I am running pyspark on an aws emr. I have a jupyter notebook, running in jupyter hub on the aws emr. I have read data into a spark dataframe named clusters_df. I'm now trying to create a simple line chart with k as the x axis and score as the y axis. I tried converting the dataframe to a pandas dataframe, since I don't think spark has built in data visualization. When I try to display the chart in the jupyter notebook I'm getting the messages below. I've also tried matplotlib. Both code examples are below, with the messages that get returned. Can anyone suggest how to create a line chart with a jupyter notebook running pyspark on an emr?
libraries imported:
import pyspark
##### running on emr
## function to create all tables
from pyspark.sql.types import *
from pyspark.context import SparkContext
from pyspark.sql import Window
from pyspark.sql import SQLContext
from pyspark import SparkConf
from pyspark.sql import SparkSession
from pyspark.sql.functions import col
from pyspark.sql.functions import first
import pyspark.sql.functions as func
from pyspark.sql.functions import lit,StringType,coalesce,lag,trim, upper, substring
from pyspark.sql.functions import UserDefinedFunction
from pyspark.sql.functions import round, explode,row_number,udf, length, min, when, format_number
from pyspark.sql.functions import hour, year, month, dayofmonth, date_add, to_date,datediff,dayofyear, weekofyear, date_format, unix_timestamp
from pyspark.ml.evaluation import RegressionEvaluator
from pyspark.ml.recommendation import ALS
from pyspark.ml.feature import MinMaxScaler, PCA
from pyspark.ml.feature import VectorAssembler
from pyspark.ml import Pipeline
from pyspark.sql.functions import udf
from pyspark.sql.types import DoubleType
from pyspark.ml.feature import StandardScaler
import traceback
import sys
import time
import math
import datetime
import numpy as np
import pandas as pd
UPdate: I want to clarify I'm showing the two code examples below to show two examples of trying to create a linechart visualization in a jupyter notebook running with spark on an emr, that both fail to produce a line chart visualization.

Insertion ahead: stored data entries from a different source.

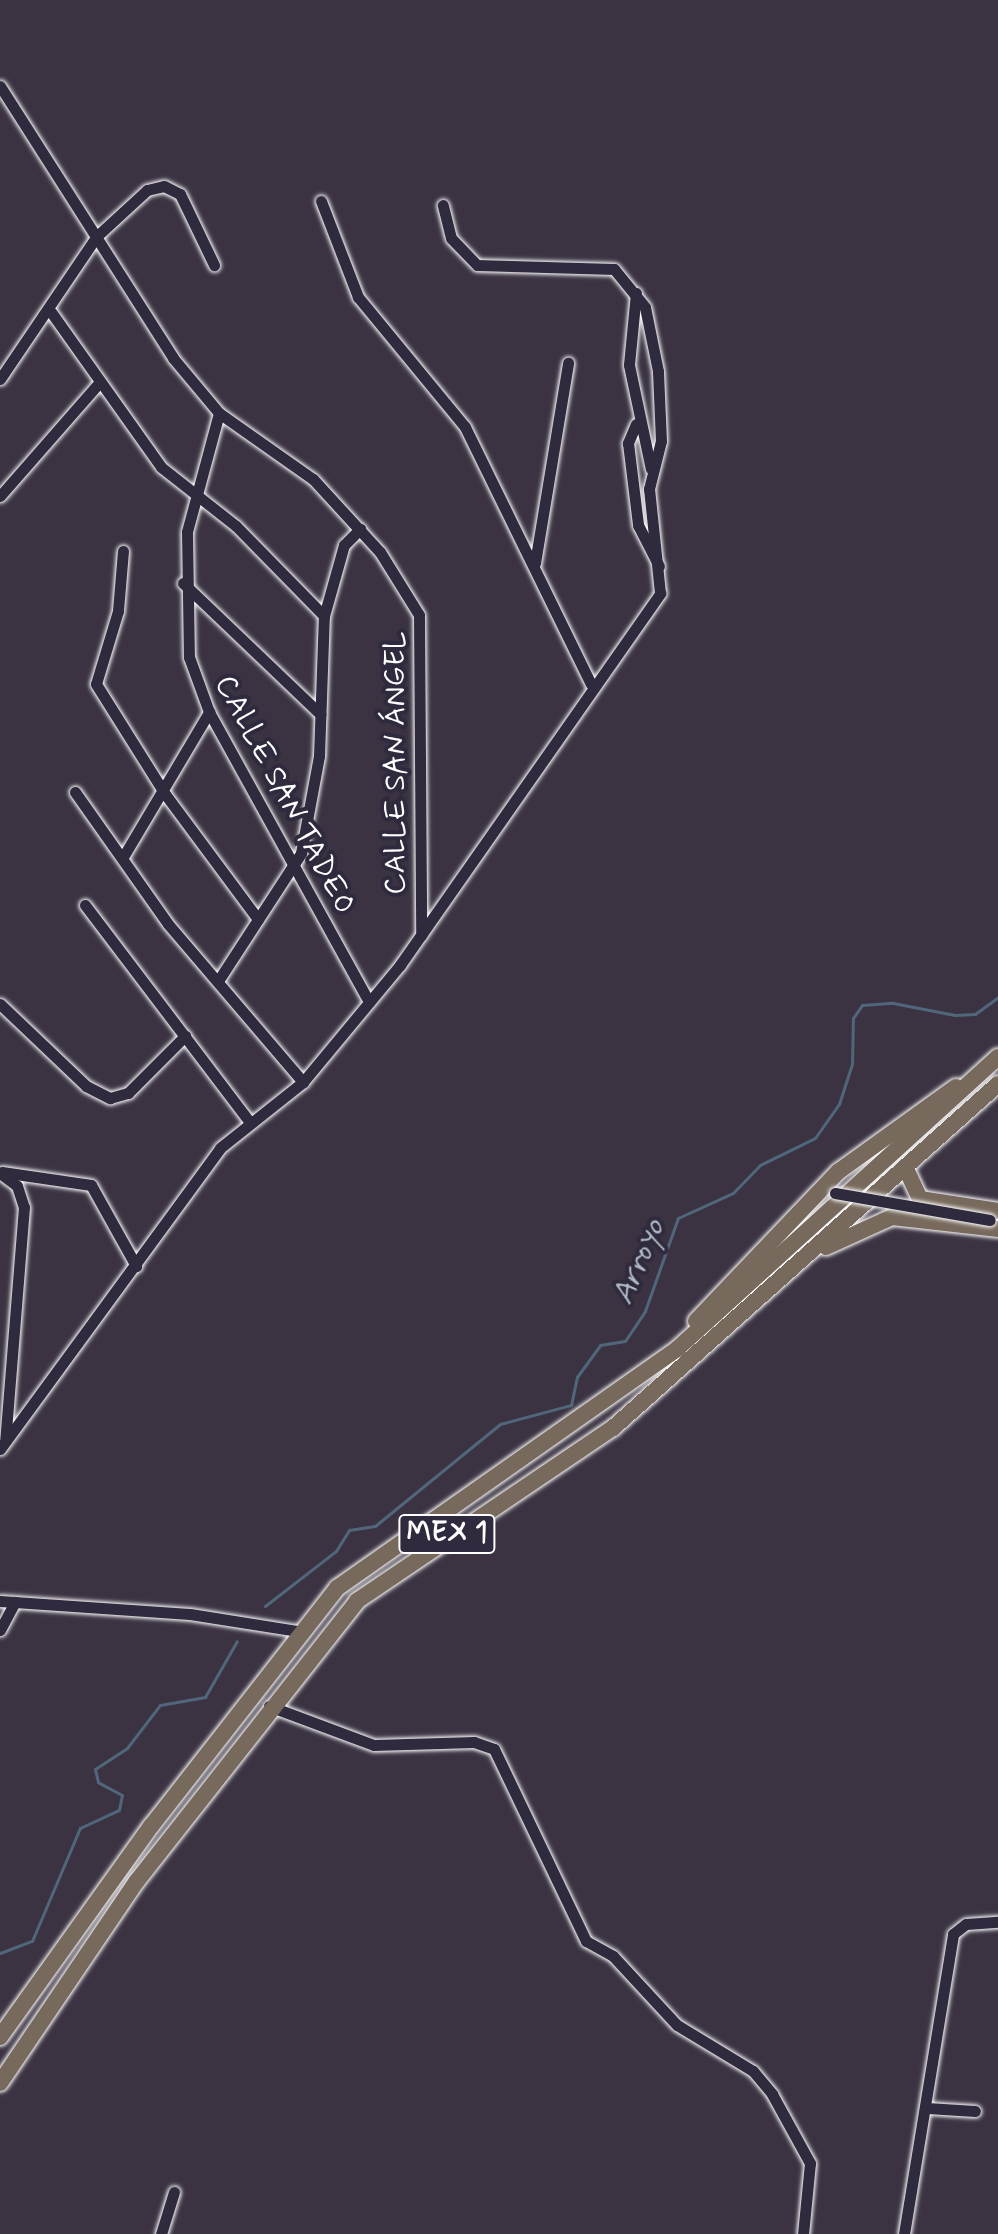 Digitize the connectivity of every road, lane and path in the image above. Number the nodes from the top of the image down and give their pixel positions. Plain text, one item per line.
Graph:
1 (0, 86) edge
2 (321, 201) dead end
3 (443, 205) dead end
4 (97, 236) junction
5 (214, 265) dead end
6 (636, 293) junction
7 (51, 312) junction
8 (568, 363) dead end
9 (0, 379) edge
10 (98, 384) junction
11 (219, 413) junction
12 (636, 424) junction
13 (651, 469) junction
14 (0, 496) edge
15 (195, 496) junction
16 (360, 529) junction
17 (123, 551) dead end
18 (535, 563) junction
19 (662, 570) junction
20 (183, 583) junction
21 (324, 616) junction
22 (591, 684) junction
23 (209, 712) junction
24 (320, 714) junction
25 (75, 792) dead end
26 (165, 794) junction
27 (123, 857) junction
28 (291, 869) junction
29 (85, 905) dead end
30 (258, 919) junction
31 (421, 935) junction
32 (218, 981) junction
33 (369, 1002) junction
34 (0, 1004) edge
35 (185, 1036) junction
36 (994, 1062) edge
37 (303, 1082) junction
38 (998, 1084) edge
39 (250, 1122) junction
40 (907, 1171) junction
41 (0, 1172) edge
42 (828, 1191) junction
43 (996, 1220) edge
44 (821, 1248) junction
45 (136, 1266) junction
46 (677, 1349) junction
47 (3, 1445) edge
48 (0, 1601) edge
49 (15, 1602) junction
50 (0, 1630) edge
51 (297, 1631) junction
52 (269, 1706) junction
53 (998, 1922) edge
54 (0, 2037) edge
55 (0, 2083) edge
56 (927, 2108) junction
57 (975, 2111) dead end
58 (174, 2192) dead end
59 (161, 2234) edge
60 (803, 2234) edge
61 (904, 2234) edge

1 - 4 street, CALLE SAN ÁNGEL
2 - 18 street
3 - 6 street
4 - 5 street
4 - 7 street
4 - 11 street, CALLE SAN ÁNGEL
6 - 12 street
6 - 13 street
7 - 9 street
7 - 10 street
8 - 18 street
10 - 14 street
10 - 15 street
11 - 15 street, CALLE SAN TADEO
11 - 16 street, CALLE SAN ÁNGEL
12 - 13 street
12 - 19 street
13 - 19 street
15 - 20 street, CALLE SAN TADEO
15 - 21 street
16 - 21 street
16 - 31 street, CALLE SAN ÁNGEL
17 - 26 street
18 - 22 street
19 - 22 street
20 - 23 street, CALLE SAN TADEO
20 - 24 street
21 - 24 street
22 - 31 street
23 - 26 street
23 - 28 street, CALLE SAN TADEO
24 - 28 street
25 - 27 street
26 - 27 street
26 - 30 street
27 - 32 street
28 - 30 street
28 - 33 street, CALLE SAN TADEO
29 - 35 street
30 - 32 street
31 - 33 street
32 - 37 street
33 - 37 street
34 - 35 street
35 - 39 street
36 - 42 highway
36 - 46 highway, MEX 1
37 - 39 street
38 - 40 highway, MEX 1
39 - 45 street
40 - 43 highway
40 - 44 highway, MEX 1
41 - 45 street
41 - 47 street
42 - 43 street, bridge
42 - 46 highway
43 - 44 highway
44 - 52 highway, MEX 1
45 - 47 street
46 - 51 highway, MEX 1
48 - 49 street
49 - 50 street
49 - 51 street
51 - 54 highway, MEX 1
52 - 55 highway, MEX 1
52 - 60 street
53 - 56 street
56 - 57 street
56 - 61 street
58 - 59 street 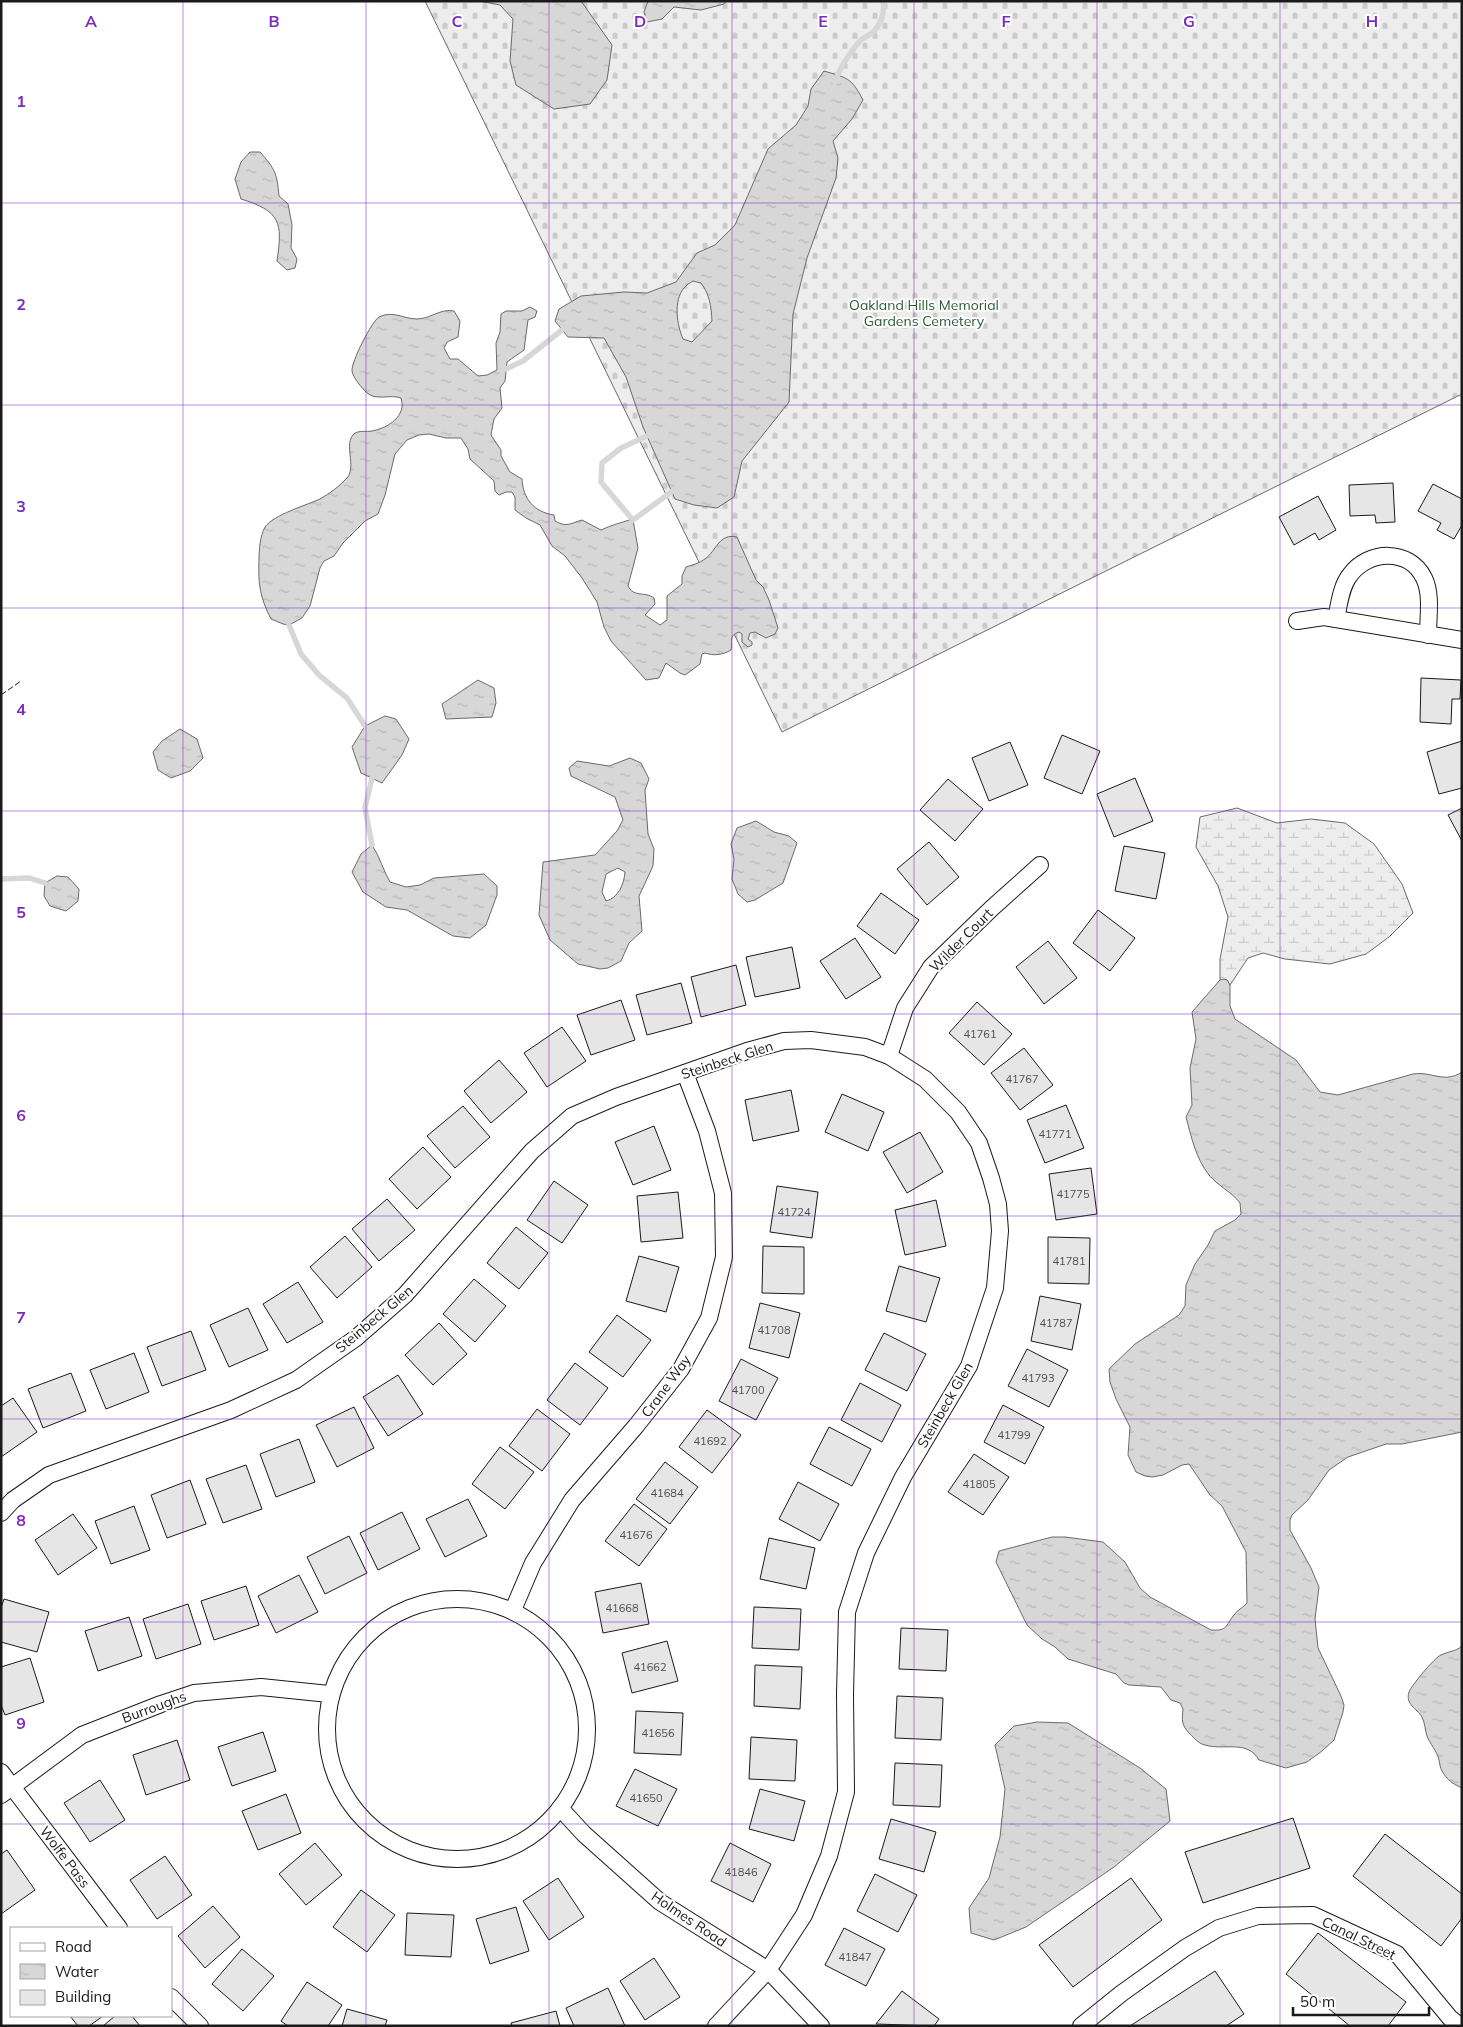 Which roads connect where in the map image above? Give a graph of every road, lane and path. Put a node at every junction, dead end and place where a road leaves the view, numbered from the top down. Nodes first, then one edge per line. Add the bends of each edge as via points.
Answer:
1 (1336, 619) junction
2 (1297, 620) dead end
3 (1428, 635) junction
4 (1462, 640) edge
5 (1040, 865) dead end
6 (889, 1056) junction
7 (685, 1074) junction
8 (1, 1513) edge
9 (513, 1610) junction
10 (329, 1694) junction
11 (1, 1772) edge
12 (6, 1791) edge
13 (560, 1808) junction
14 (118, 1927) edge
15 (768, 1970) junction
16 (172, 1998) edge
17 (200, 2026) edge
18 (716, 2026) edge
19 (820, 2026) edge
20 (1081, 2026) edge
21 (1460, 2026) edge

1 - 2 street
1 - 3 street
1 - 3 street via 1348,576 1357,566 1370,559 1396,556 1406,559 1424,578 1428,592
3 - 4 street
5 - 6 street, Wilder Court via 931,968 906,1008
6 - 7 street, Steinbeck Glen via 838,1042 784,1041 747,1050
6 - 15 street, Steinbeck Glen via 931,1086 958,1112 979,1143 998,1204 1000,1231 995,1288 969,1366 903,1478 866,1553 847,1612 846,1792 829,1856 807,1906
7 - 8 street, Steinbeck Glen via 572,1116 532,1151 405,1295 356,1338 296,1380 231,1410 49,1475 13,1500
7 - 9 street, Crane Way via 707,1131 723,1192 724,1258 708,1318 681,1369 572,1500 533,1563
9 - 10 street via 472,1600 443,1602 408,1610 386,1622 344,1660 334,1675
9 - 13 street via 534,1622 565,1653 581,1689 590,1733 586,1758
10 - 12 street, Burroughs via 261,1687 194,1693 82,1735
10 - 13 street via 324,1716 326,1739 332,1764 347,1798 373,1826 418,1855 463,1861 487,1857 516,1846 544,1826
11 - 12 street
12 - 14 street, Wolfe Pass
13 - 15 street, Holmes Road via 584,1834 660,1902
15 - 18 street
15 - 19 street, Holmes Road
16 - 17 street
20 - 21 street, Canal Street via 1154,1970 1219,1928 1258,1916 1313,1915 1398,1954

the panadas example just returns the text shown. the matplotlib example returns the error shown because it doesn't seem to recognize spark anymore once the magic code is run in the cell to import matplotlib.
importing dataframe:
clusters_df=sqlContext.read.parquet("path")
code:
clusters_df.toPandas().plot.line(x="k",y="score");
output:
<AxesSubplot:xlabel='k'>
code:
%matplotlib inline
import matplotlib.pyplot as plt
pnds_df=clusters_df.toPandas()
plt.plot(pnds_df['k'],pnds_df['score'])
plt.show()
output:
---------------------------------------------------------------------------
NameError Traceback (most recent call last)
<ipython-input-33-5e7649bc56fb> in <module>
3 import matplotlib.pyplot as plt
4
----> 5 pnds_df=clusters_df.toPandas()
6
7 plt.plot(pnds_df['k'],pnds_df['score'])
NameError: name 'clusters_df' is not defined